» EXERCISE BRIEF
Return exactly the final stretch of the records below, opening with the line that contains "thumb ip: (168, 267)" and closing with the last line.

» Data items
.....

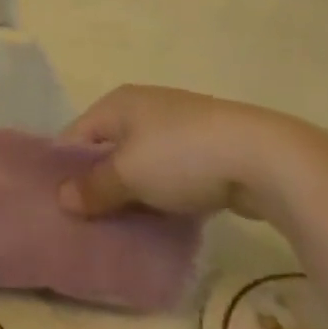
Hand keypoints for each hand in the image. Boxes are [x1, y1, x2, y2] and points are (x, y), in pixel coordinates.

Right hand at [55, 85, 298, 219]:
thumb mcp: (130, 175)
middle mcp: (143, 107)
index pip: (77, 135)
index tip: (61, 204)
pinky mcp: (209, 150)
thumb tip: (62, 199)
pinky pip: (172, 174)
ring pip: (142, 163)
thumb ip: (95, 188)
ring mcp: (179, 127)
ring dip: (134, 192)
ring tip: (126, 226)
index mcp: (117, 103)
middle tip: (91, 221)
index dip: (66, 168)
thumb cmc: (181, 156)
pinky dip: (164, 195)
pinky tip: (165, 220)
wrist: (266, 158)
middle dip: (100, 183)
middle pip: (109, 149)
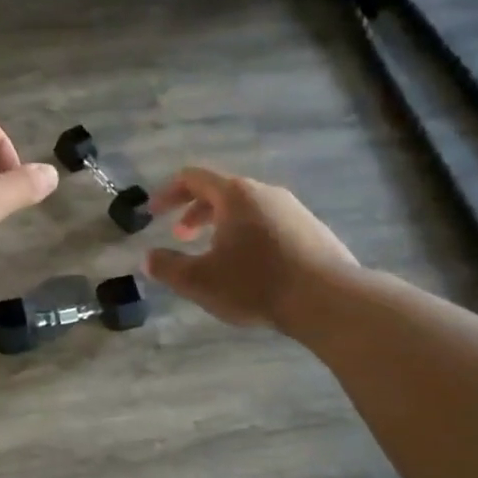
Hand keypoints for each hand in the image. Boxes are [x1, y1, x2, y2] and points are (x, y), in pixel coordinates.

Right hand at [144, 167, 357, 328]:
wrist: (329, 300)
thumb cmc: (256, 284)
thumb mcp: (200, 281)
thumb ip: (168, 267)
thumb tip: (148, 258)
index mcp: (235, 194)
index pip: (192, 178)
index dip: (167, 193)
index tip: (152, 213)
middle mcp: (265, 192)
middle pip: (222, 191)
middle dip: (195, 212)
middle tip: (182, 236)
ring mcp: (294, 210)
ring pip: (248, 209)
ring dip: (224, 226)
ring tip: (216, 255)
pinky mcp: (313, 231)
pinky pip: (271, 224)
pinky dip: (250, 236)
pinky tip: (253, 268)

.....

» PROBLEM SOLUTION
thumb ip: (168, 267)
thumb tip: (148, 258)
index mcp: (235, 194)
index pip: (192, 178)
index dip: (167, 193)
index tip: (152, 213)
middle mcp: (265, 192)
middle pip: (222, 191)
middle dip: (195, 212)
middle tip: (182, 236)
ring mcp: (294, 210)
ring pip: (248, 209)
ring dip: (224, 226)
ring tip: (216, 255)
pinky mcp: (313, 231)
pinky pip: (271, 224)
pinky dip: (250, 236)
pinky tip: (253, 268)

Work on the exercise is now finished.